Within the panchronic corpus the user may build relevant queries for several centuries of Russian linguistic history. These include "preposition po with locative case", "history of the noun zabava", "distribution of verbs of motion with abstract nouns as subjects", "proper names in -slav". These queries relate to the bulk of the historical and modern texts, without typing in four queries within the interface of every corpus one by one.
The need for a panchronic corpus is dictated primarily by the different principles of representing lemmas, orthography and grammar in different historical and contemporary corpora. Because of this factor, fully automatic transfer of the query from one corpus to another can only be implemented to a very limited extent. In addition, a number of texts are included in one or the other of these corpora without clear chronological boundaries. The dates 1400 as a boundary between Old East Slavic and Middle Russian period and 1700 as a boundary between Middle Russian and Main/Modern corpus can in practice be observed only with a large degree of conventionality. For the Birchbark letters and Inscriptions corpora that end in the second half of the 15th century, such division is inapplicable. The dates of a number of texts is not clearly defined and can be timespans crossing these boundaries.

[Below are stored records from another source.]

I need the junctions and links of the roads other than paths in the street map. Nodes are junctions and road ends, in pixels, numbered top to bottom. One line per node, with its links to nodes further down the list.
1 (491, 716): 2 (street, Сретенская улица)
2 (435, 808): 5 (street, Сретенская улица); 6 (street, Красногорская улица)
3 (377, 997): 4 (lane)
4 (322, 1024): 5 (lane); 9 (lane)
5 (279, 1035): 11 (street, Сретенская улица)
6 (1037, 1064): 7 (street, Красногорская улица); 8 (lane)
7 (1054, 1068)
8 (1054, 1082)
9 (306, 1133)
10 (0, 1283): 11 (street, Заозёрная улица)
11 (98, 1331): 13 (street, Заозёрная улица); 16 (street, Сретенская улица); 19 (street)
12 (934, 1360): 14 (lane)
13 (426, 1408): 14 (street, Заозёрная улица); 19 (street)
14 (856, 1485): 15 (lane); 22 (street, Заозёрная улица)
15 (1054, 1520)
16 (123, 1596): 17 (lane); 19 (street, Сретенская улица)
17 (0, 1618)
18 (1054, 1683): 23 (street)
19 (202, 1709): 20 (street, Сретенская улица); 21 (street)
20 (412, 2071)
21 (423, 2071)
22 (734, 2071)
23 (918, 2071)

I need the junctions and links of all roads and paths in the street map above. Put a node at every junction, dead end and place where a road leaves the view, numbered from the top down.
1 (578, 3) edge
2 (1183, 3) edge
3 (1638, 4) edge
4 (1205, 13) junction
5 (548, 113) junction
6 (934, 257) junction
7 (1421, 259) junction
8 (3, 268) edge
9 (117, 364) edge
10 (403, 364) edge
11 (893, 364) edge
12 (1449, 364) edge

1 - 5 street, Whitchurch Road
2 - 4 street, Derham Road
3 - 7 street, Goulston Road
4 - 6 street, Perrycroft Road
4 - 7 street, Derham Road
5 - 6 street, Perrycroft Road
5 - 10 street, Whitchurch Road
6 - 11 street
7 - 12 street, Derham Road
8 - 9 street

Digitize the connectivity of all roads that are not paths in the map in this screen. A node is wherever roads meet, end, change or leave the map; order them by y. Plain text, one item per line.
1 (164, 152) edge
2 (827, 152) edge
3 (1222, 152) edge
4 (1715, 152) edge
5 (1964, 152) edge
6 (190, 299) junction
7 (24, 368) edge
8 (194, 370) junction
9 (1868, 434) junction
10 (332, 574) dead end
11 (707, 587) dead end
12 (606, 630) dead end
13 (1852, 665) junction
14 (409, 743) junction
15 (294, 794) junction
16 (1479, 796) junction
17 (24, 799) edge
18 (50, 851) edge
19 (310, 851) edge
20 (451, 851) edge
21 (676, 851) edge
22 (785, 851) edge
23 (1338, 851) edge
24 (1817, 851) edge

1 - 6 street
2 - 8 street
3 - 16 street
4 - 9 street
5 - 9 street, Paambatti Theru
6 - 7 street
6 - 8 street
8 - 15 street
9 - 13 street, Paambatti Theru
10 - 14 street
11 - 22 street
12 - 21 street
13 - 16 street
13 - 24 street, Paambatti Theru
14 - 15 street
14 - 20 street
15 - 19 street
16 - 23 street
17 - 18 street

The Panchronic corpus does not cancel the existing separate historical and modern corpora. They are preserved in their entirety with their characteristic grammatical, metatextual, and other levels of annotation, as well as in their respective orthographic modes. They are regularly updated, and the Panchronic corpus is synchronized with these updates.
In the Panchronic corpus, a lemma can be annotated in the normalized Early Old East Slavic (сълати), Late OES/Middle Russian (слати) and Modern Russian (слать). In the texts stemming from the historical corpora, all the later, even if only theoretically constructed, dictionary forms are also indicated for all the lexemes. For example, in the Birchbark letters corpus the later lemmas продажникъ and продажникъ are marked, and the verb крити 'to buy' has a new conventional form крить, although this word disappeared already in the Middle Ages. Earlier forms are marked only if these words in fact occur in an older historical corpus: for example, the word президент, attested in 17th century texts, has an earlier lemma with final ъ, while, say, the word компьютер does not. With the addition of historical corpora the number of lemmas that get earlier variants in the markup will increase.
Сorrespondences between lemmas take into account parts of speech (for example, only the modern verb напасть, but not the homonymous noun, has the historical lemma напасти).
The set of grammatical features within the Panchronic corpus is different from the annotation of individual corpora. Characteristics that are tagged only in some corpora (for example, prepositional government, aspect, countable form) are usually excluded from it or their treatment is unified.
In the texts of the Panchronic corpus the grammatical homonymy is resolved. Only in the Old East Slavic, Birchbark, and Inscriptions corpora, as well as in a 6-million subcorpus of the Main corpus is this done manually. In the Old East Slavic corpus and the majority of the texts of the Main corpus, the attribution of lemmas and grammatical features is done automatically by neural network mechanisms, and this annotation has some errors.
Semantic features are marked in the historical texts in accordance with the semantic classes of the corresponding words (etymological cognates) in the modern Russian language. Since lexical semantics is subject to historical change, and a number of words are lost in the modern language and thus absent from a modern semantic dictionary, the semantic labeling of historical texts may be inaccurate and incomplete, and should be treated with caution. Nevertheless, a high coverage of historical texts with semantic markup obtained by this approach and the stability of the semantic classes of the majority of the lexemes compensates for the inevitable drawbacks of such annotation.
Later, the Poetry corpus beginning from 1700 is also to be included into the Panchronic corpus.